Originally we had data that was limited to U.S. travel counts to foreign countries. We decided we wanted to look at total passengers as a response variable. In order to determine why certain countries stood out, we implemented datasets containing figures such as population, GDP per capita, GDP growth, and overall GDP on a yearly basis from 1990-2019. Our main question became:


How does various countries’ GDP data affect the volume of US travel to that country?

Breadth of the DA:

We explore the effect of GDP, GDP per capita, and GDP growth on US travel. We also looked at some initial relationships between Total Passengers and variables contained in our first dataset such as Month and US Airport. We also attempted to observe a potential relationship between country population and incoming travel (Total Passengers). We did end up plotting a figure however it was relatively incoherent and not of much use. We found that our strongest support for our claims is within the GDP oriented variables such as GDP, GDP per capita, and GDP growth.


The plot below shows the relationship between total number of passengers departing from specific US Airports from 2010-2019. We were able to determine which airports had the highest traffic. This did not end up proving useful to our final conclusions although it was an initial step we took with limited data.

plane_data_clean %>%
group_by(US_Airport, Year) %>%
summarize(n = sum(Total)) %>%
arrange(Year, n) %>%
filter(n >= 1000000) %>%
filter(Year >= 2010, Year <= 2019) %>%
ggplot(aes(Year, n)) +
geom_line(aes(color = US_Airport)) +
labs(title = "Us Airport Traffic (Over 1 Million Flights) By Year: 2010-2019") +
xlab("Year") +
ylab("Number of Flights")

Another early exploration of ours featured attempting to determine which months had higher travel than others to see if there was any potential for analysis there. We determined that the holidays and the summers had higher travel, but again did not ultimately use these figures in our final conclusions.

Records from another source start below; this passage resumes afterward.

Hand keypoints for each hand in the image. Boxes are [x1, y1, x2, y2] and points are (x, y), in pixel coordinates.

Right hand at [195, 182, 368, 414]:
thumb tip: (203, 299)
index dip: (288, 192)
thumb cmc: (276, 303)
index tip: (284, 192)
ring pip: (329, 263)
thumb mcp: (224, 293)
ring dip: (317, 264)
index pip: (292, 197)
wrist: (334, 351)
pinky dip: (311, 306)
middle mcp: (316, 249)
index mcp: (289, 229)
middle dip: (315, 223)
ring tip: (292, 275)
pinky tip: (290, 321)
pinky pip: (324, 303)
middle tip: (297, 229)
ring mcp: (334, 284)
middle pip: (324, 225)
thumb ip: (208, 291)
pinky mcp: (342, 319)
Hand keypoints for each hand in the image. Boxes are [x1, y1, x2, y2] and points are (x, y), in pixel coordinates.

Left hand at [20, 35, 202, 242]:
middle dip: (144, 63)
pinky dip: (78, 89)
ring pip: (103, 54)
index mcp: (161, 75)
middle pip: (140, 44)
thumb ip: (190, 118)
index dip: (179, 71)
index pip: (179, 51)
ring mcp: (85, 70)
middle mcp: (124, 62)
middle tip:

plane_data_clean %>% group_by(Year, Month) %>% 
summarize(n = sum(Total)) %>% 
ggplot(aes(Year, n)) + geom_point(aes(color = as.factor(Month))) + labs(y = "Total Passengers")

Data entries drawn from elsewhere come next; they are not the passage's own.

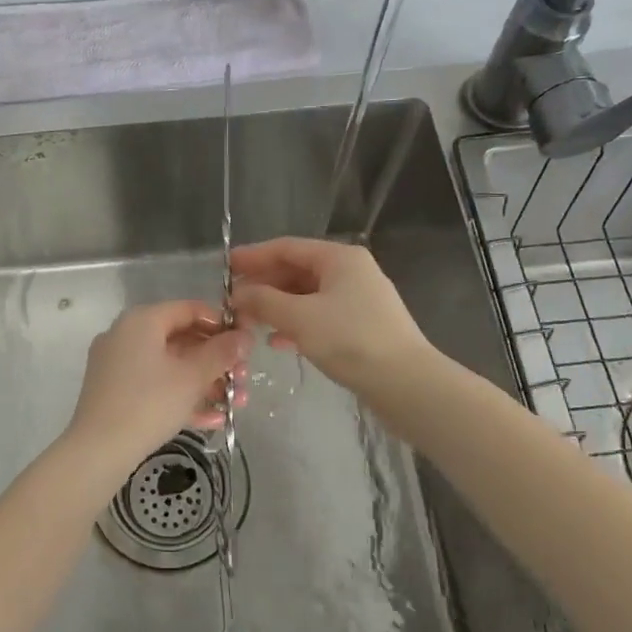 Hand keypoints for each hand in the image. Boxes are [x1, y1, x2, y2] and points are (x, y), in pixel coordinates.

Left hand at [65, 301, 249, 471]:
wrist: (97, 451)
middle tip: (243, 379)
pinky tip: (212, 420)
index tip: (246, 344)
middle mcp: (126, 336)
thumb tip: (245, 337)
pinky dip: (182, 397)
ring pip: (171, 366)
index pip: (189, 310)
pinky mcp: (116, 393)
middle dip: (217, 361)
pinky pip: (156, 386)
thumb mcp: (192, 377)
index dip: (221, 324)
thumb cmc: (149, 404)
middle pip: (182, 339)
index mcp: (142, 321)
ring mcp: (118, 365)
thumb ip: (221, 353)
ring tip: (235, 405)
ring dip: (206, 383)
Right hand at [229, 237, 431, 392]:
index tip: (225, 268)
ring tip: (249, 323)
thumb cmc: (351, 340)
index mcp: (339, 258)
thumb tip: (237, 294)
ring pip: (307, 296)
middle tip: (233, 303)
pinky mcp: (362, 327)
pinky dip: (297, 325)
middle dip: (264, 286)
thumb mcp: (300, 318)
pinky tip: (278, 342)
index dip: (253, 256)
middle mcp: (351, 272)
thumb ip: (264, 301)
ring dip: (277, 307)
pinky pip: (320, 316)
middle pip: (297, 271)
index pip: (287, 248)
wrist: (406, 384)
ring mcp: (358, 300)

plane_data_clean %>% group_by(Month) %>%
summarize(n = sum(Total)) %>% filter(n >= 100000000) %>% 
ggplot(aes(as.factor(Month), n)) + geom_col() + labs(x = "Month", y = "Frequency")

GDP per capita plotted against Total Passengers for high GDP countries, as we discovered that high GDP locations have a greater relationship between GDP increase and travel increase:

big_capita <- plane_data_join_GDP %>% filter(Year == 2019) %>%
group_by(Country) %>% transmute(FG_wac, GDPPerCapita) %>% arrange(desc(GDPPerCapita)) %>% unique() %>% head(20)
plane_data_join_GDP %>% 
filter(Year < 2020,FG_wac %in% big_capita$FG_wac) %>%
group_by(Year, Country) %>%
summarize(TotalPassengers = sum(Total), gdpPC = GDPPerCapita, Country) %>% unique() %>% 
ggplot(aes(gdpPC, TotalPassengers)) + geom_point(aes(color = Country)) + xlab("GDP Per Capita")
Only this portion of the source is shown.